We present a rigorous convergence analysis of a new method for density-based topology optimization that provides point-wise bound preserving design updates and faster convergence than other popular first-order topology optimization methods. Due to its strong bound preservation, the method is exceptionally robust, as demonstrated in numerous examples here and in the companion article [31]. Furthermore, it is easy to implement with clear structure and analytical expressions for the updates. Our analysis covers two versions of the method, characterized by the employed line search strategies. We consider a modified Armijo backtracking line search and a Bregman backtracking line search. For both line search algorithms, our algorithm delivers a strict monotone decrease in the objective function and further intuitive convergence properties, e.g., strong and pointwise convergence of the density variables on the active sets, norm convergence to zero of the increments, convergence of the Lagrange multipliers, and more. In addition, the numerical experiments demonstrate apparent mesh-independent convergence of the algorithm. We refer to the new algorithm as the SiMPL method, pronounced like ``simple", which stands for {Si}gmoidal {M}irror descent with a {P}rojected {L}atent variable.

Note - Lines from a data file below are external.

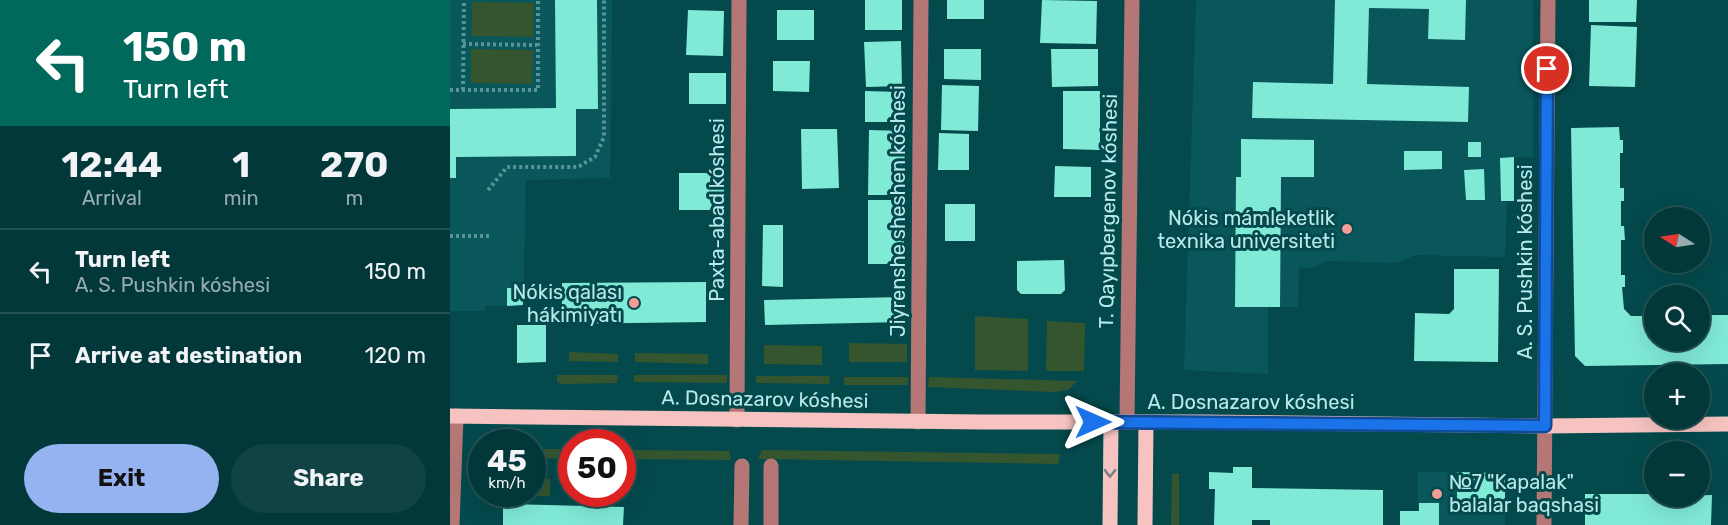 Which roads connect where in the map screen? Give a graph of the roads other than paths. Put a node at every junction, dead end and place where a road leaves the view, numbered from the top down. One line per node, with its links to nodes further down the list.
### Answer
1 (739, 0): 6 (street, Paxta-abad kóshesi)
2 (921, 0): 7 (street, Jiyrenshe sheshen kóshesi)
3 (1132, 0): 8 (street, T. Qayıpbergenov kóshesi)
4 (1548, 0): 11 (street, A. S. Pushkin kóshesi)
5 (453, 416): 6 (main road, A. Dosnazarov kóshesi); 14 (street)
6 (737, 420): 7 (main road, A. Dosnazarov kóshesi)
7 (918, 422): 8 (main road, A. Dosnazarov kóshesi)
8 (1119, 422): 9 (main road, A. Dosnazarov kóshesi); 17 (main road, T. Qayıpbergenov kóshesi, one-way to 17)
9 (1146, 422): 11 (main road, A. Dosnazarov kóshesi); 18 (main road)
10 (1728, 424): 11 (main road, A. Dosnazarov kóshesi)
11 (1545, 426): 19 (street, A. S. Pushkin kóshesi)
12 (742, 466): 15 (street)
13 (771, 466): 16 (street)
14 (452, 525)
15 (741, 525)
16 (771, 525)
17 (1110, 525)
18 (1145, 525)
19 (1544, 525) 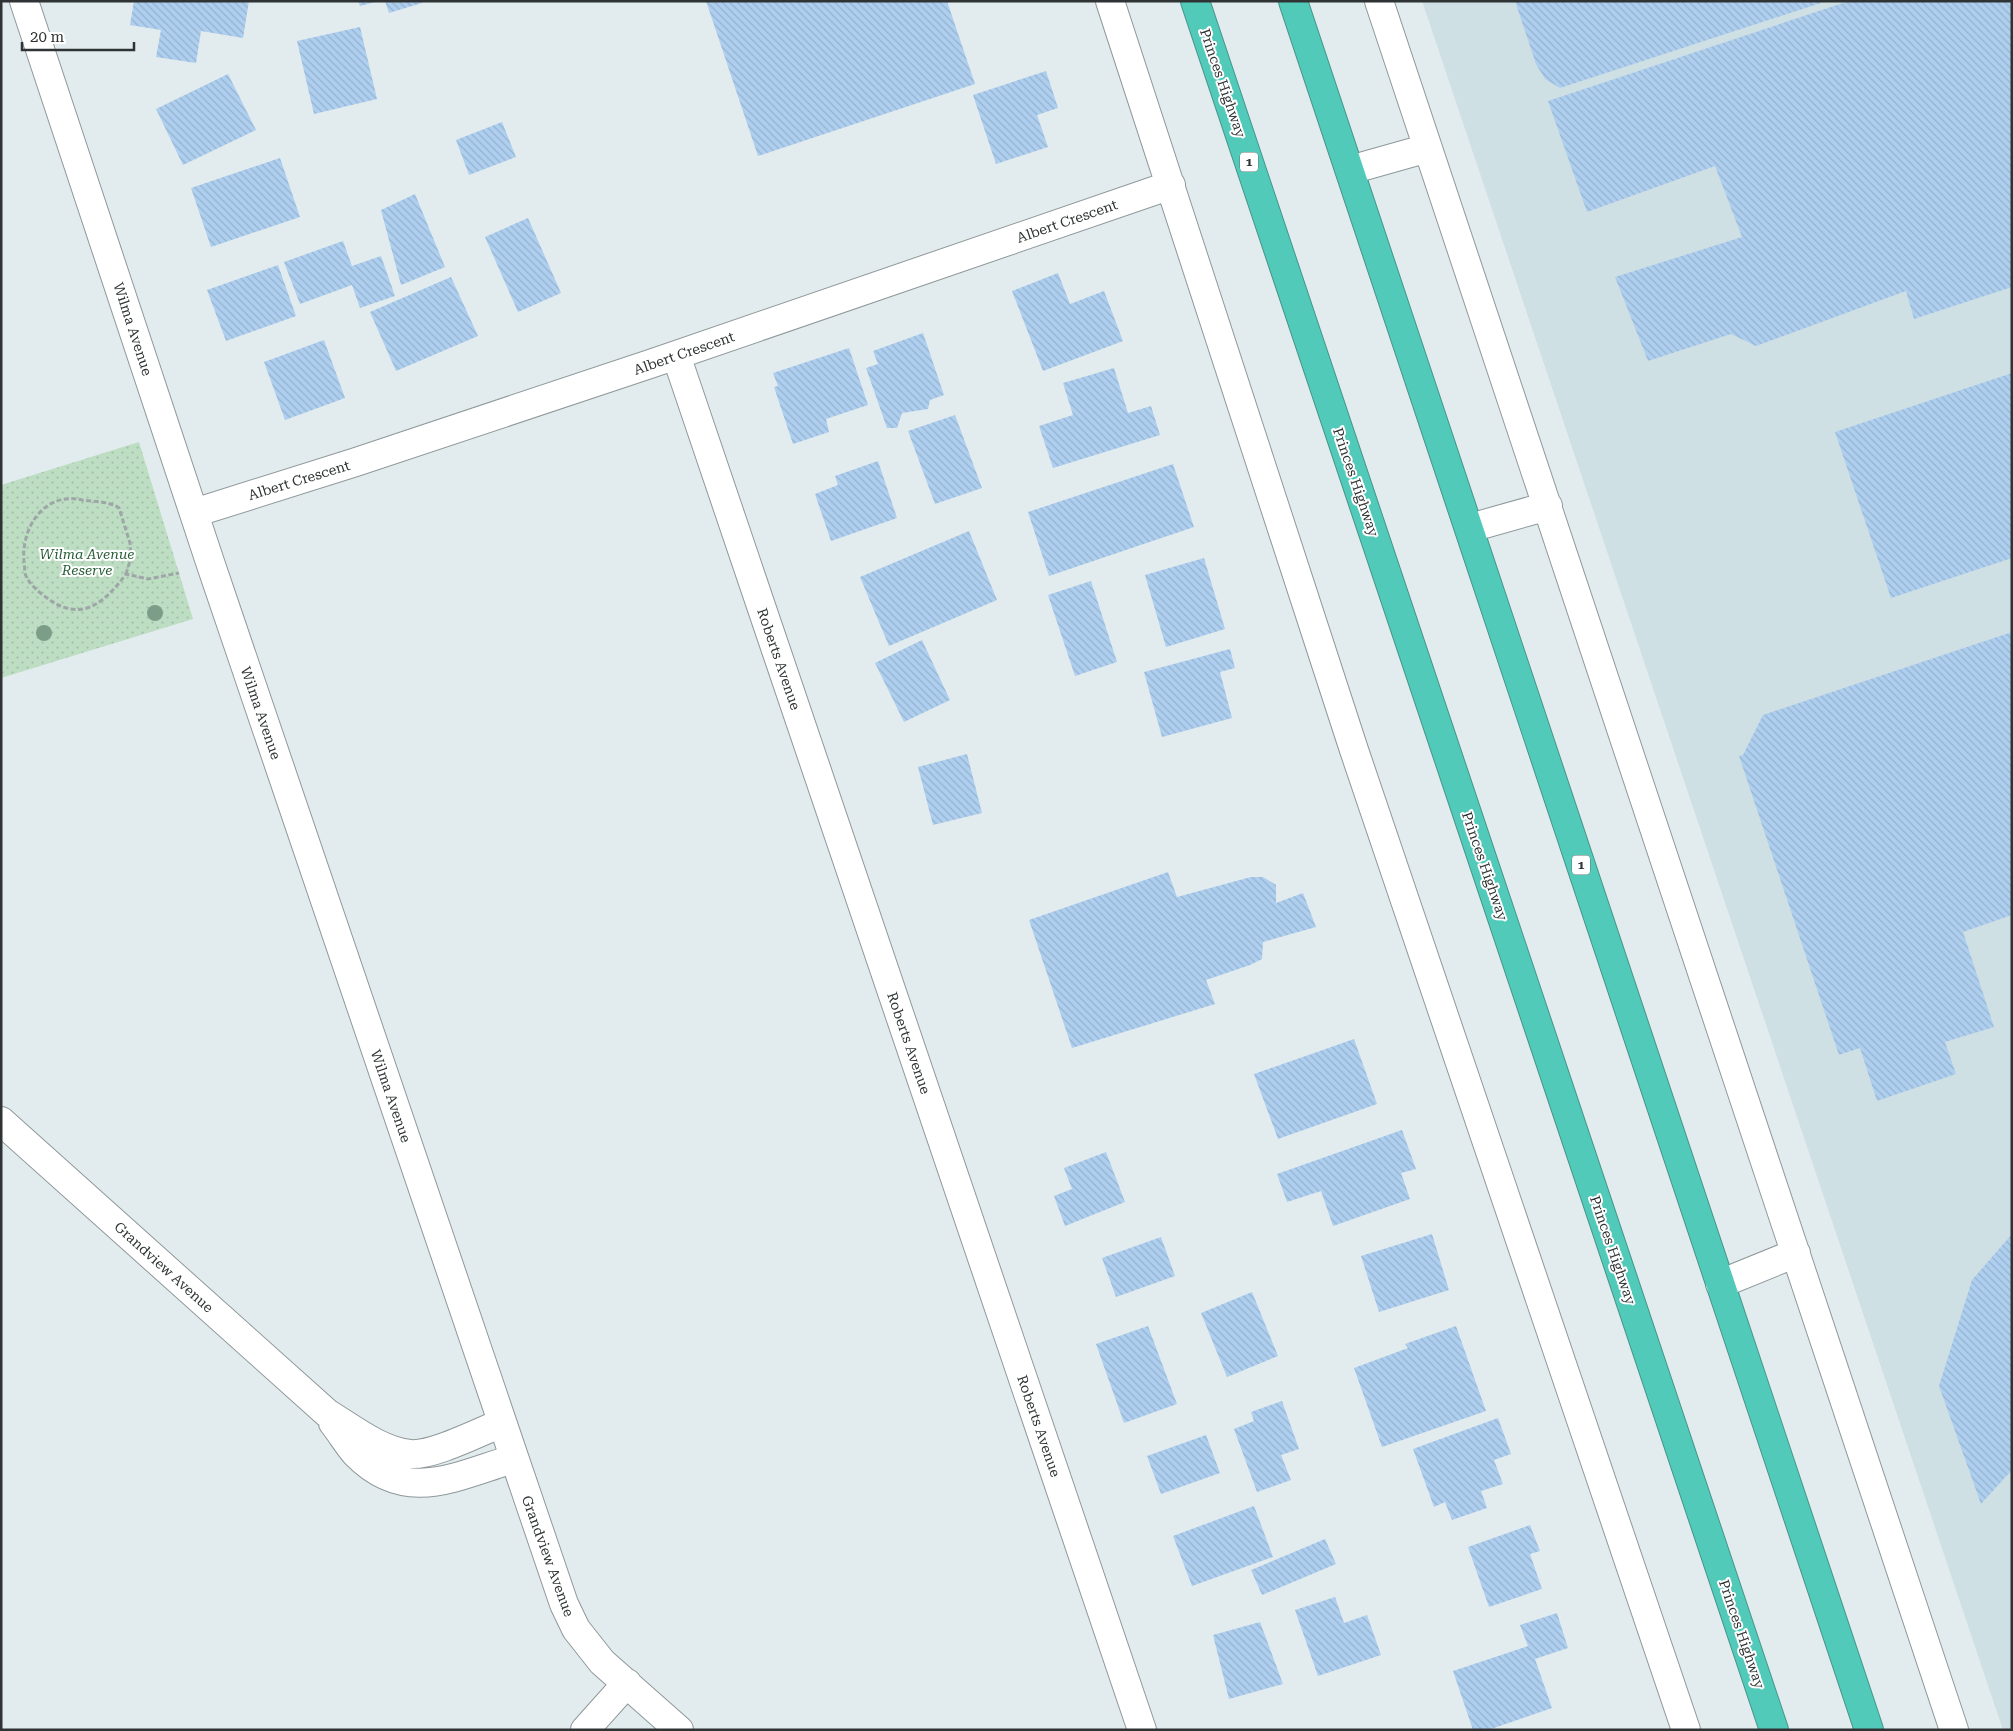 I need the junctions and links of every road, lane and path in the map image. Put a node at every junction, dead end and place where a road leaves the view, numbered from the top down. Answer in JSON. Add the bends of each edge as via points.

翻译：本文对一种新型基于密度的拓扑优化方法进行了严格的收敛性分析，该方法能提供逐点保界的设计更新，且收敛速度优于其他常用的一阶拓扑优化方法。得益于其严格的保界特性，该方法展现出卓越的鲁棒性，这一点在本文及姊妹文献[31]的大量算例中均得到验证。此外，该方法结构清晰、更新过程具有解析表达式，易于实现。我们的分析涵盖该方法的两个版本，其区别在于采用的线搜索策略：改进的Armijo回溯线搜索与Bregman回溯线搜索。对于两种线搜索算法，本算法均能实现目标函数的严格单调递减，并具备更直观的收敛特性，例如：密度变量在有效集上的强收敛与逐点收敛、增量范数收敛至零、拉格朗日乘子的收敛性等。数值实验进一步表明，该算法具有明显的网格无关收敛特性。我们将这一新算法命名为SiMPL方法（发音同"simple"），其全称为：基于投影潜变量的{S}型{S}igmoidal {M}irror {P}rojected {L}atent变量下降法。